Presidents’ Day Or Washington’s Birthday?
Pretty embarrassing for a Political Science graduate, but as I was searching the studio calendar for our next holiday it dawned on me that I didn’t really know my history. Never too late to learn!
In 1968, Congress passed the Monday Holidays Act, which moved the official observance of Washington’s birthday from Feb. 22 to the third Monday in February.
Some reformers had wanted to change the name of the holiday as well, to Presidents’ Day, in honor of both Lincoln and Washington, but that proposal was rejected by Congress, and the holiday remained officially Washington’s Birthday.
Nevertheless, there was a popular misconception that the day had been officially renamed, a misconception only reinforced by the fact that the third Monday in February can only occur between Feb. 15 and Feb. 21.
This means that the holiday is always after Lincoln’s birthday and before Washington’s birthday, without ever coinciding with either. Furthermore, some states which had previously celebrated Lincoln’s Birthday dropped the observance after the federal holiday reforms, supporting the notion that the two presidential birthdays had been combined.

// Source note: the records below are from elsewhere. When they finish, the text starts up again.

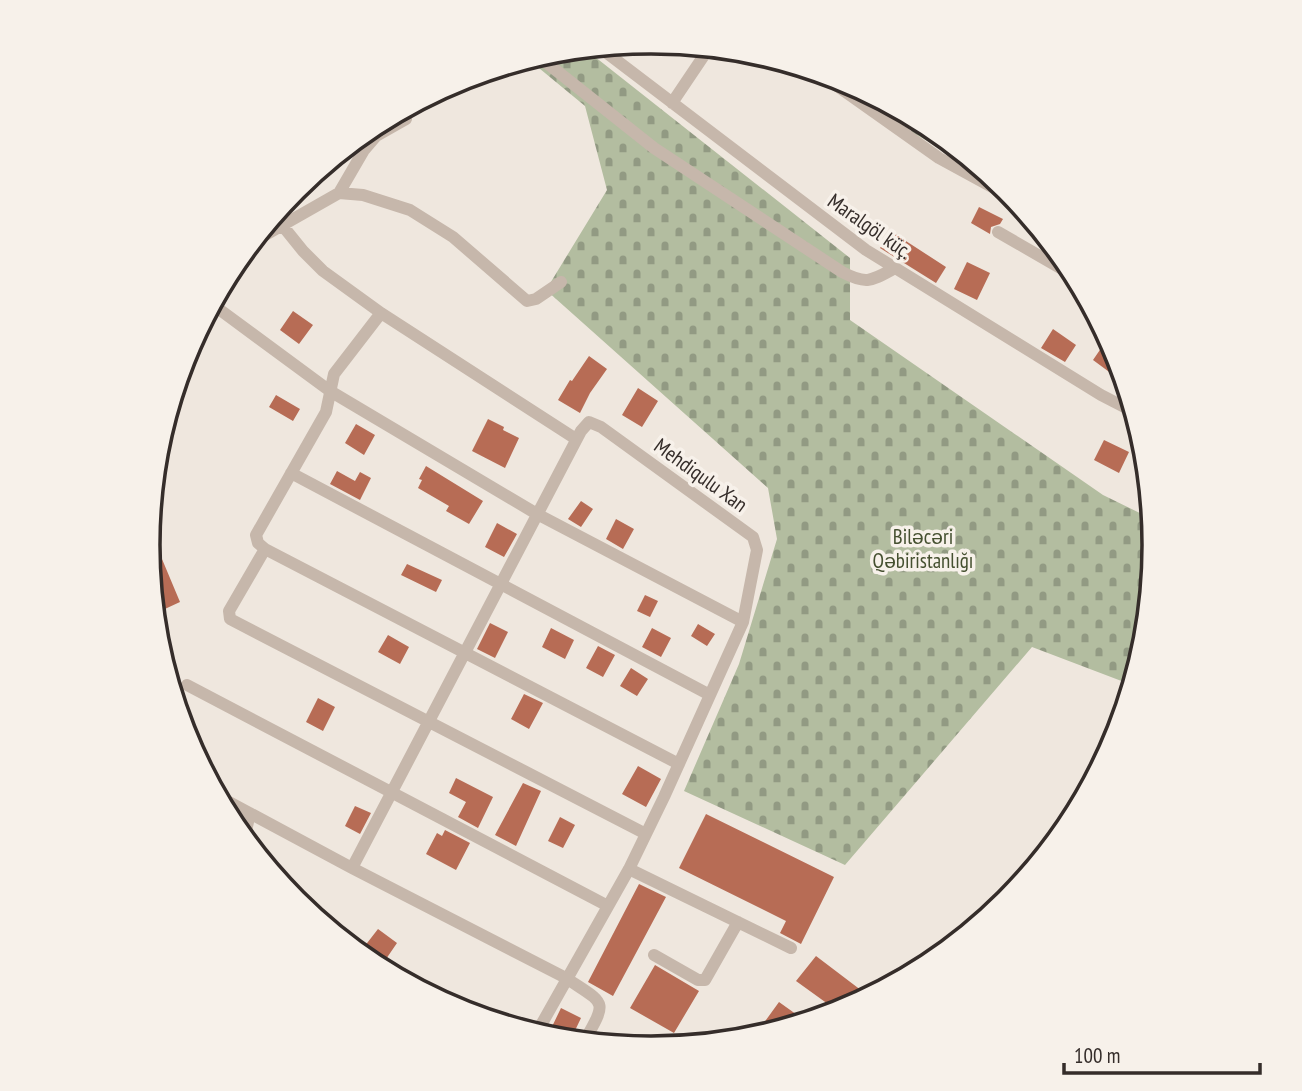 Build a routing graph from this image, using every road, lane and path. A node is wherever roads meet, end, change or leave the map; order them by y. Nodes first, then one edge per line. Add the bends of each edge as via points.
1 (610, 56) edge
2 (703, 57) edge
3 (550, 65) edge
4 (858, 100) edge
5 (672, 103) junction
6 (370, 143) edge
7 (979, 180) edge
8 (339, 193) junction
9 (282, 225) junction
10 (277, 228) edge
11 (998, 232) dead end
12 (1053, 264) edge
13 (895, 268) junction
14 (561, 282) dead end
15 (220, 310) edge
16 (381, 313) junction
17 (330, 391) junction
18 (1122, 406) edge
19 (576, 439) junction
20 (291, 473) junction
21 (537, 514) junction
22 (265, 549) junction
23 (500, 584) junction
24 (743, 622) junction
25 (464, 653) junction
26 (187, 685) dead end
27 (710, 695) junction
28 (429, 721) junction
29 (679, 764) junction
30 (392, 791) junction
31 (235, 805) edge
32 (250, 813) junction
33 (247, 825) edge
34 (646, 834) junction
35 (352, 868) junction
36 (629, 869) junction
37 (608, 906) junction
38 (738, 922) junction
39 (791, 948) dead end
40 (654, 956) dead end
41 (566, 978) junction
42 (541, 1024) edge
43 (589, 1033) edge

1 - 5 street, Maralgöl küç.
2 - 5 street
3 - 13 street via 654,148 842,272 861,282
4 - 7 street via 939,158
5 - 13 street, Maralgöl küç.
6 - 8 street
8 - 9 street
8 - 14 street via 363,195 410,210 453,237 527,301
9 - 10 street
9 - 16 street via 323,271
11 - 12 street
13 - 18 street, Maralgöl küç.
15 - 17 street
16 - 17 street via 334,374
16 - 19 street
17 - 20 street via 326,412
17 - 21 street
19 - 21 street
19 - 24 street, Mehdiqulu Xan via 589,422 601,427 752,537 758,550
20 - 22 street via 256,535
20 - 23 street
21 - 23 street
21 - 24 street
22 - 25 street
22 - 28 street via 229,611 230,619
23 - 25 street
23 - 27 street
24 - 27 street, Mehdiqulu Xan
25 - 28 street
25 - 29 street
26 - 30 street
27 - 29 street, Mehdiqulu Xan
28 - 30 street
28 - 34 street
29 - 34 street, Mehdiqulu Xan
30 - 35 street
30 - 37 street
31 - 32 street
32 - 33 street
32 - 35 street
34 - 36 street, Mehdiqulu Xan
35 - 41 street
36 - 37 street, Mehdiqulu Xan
36 - 38 street
37 - 41 street, Mehdiqulu Xan
38 - 39 street
38 - 40 street via 705,981
41 - 42 street, Mehdiqulu Xan
41 - 43 street via 601,1006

While the name change has never been authorized by Congress, it has gained a strong hold on the public consciousness, and is generally used on calendars, in advertising, and even by many government agencies.
There have been attempts to introduce legislation requiring federal agencies to call the day Washington’s Birthday, but these have never gotten very far. No matter what’s in the law books, the popular usage is now well established.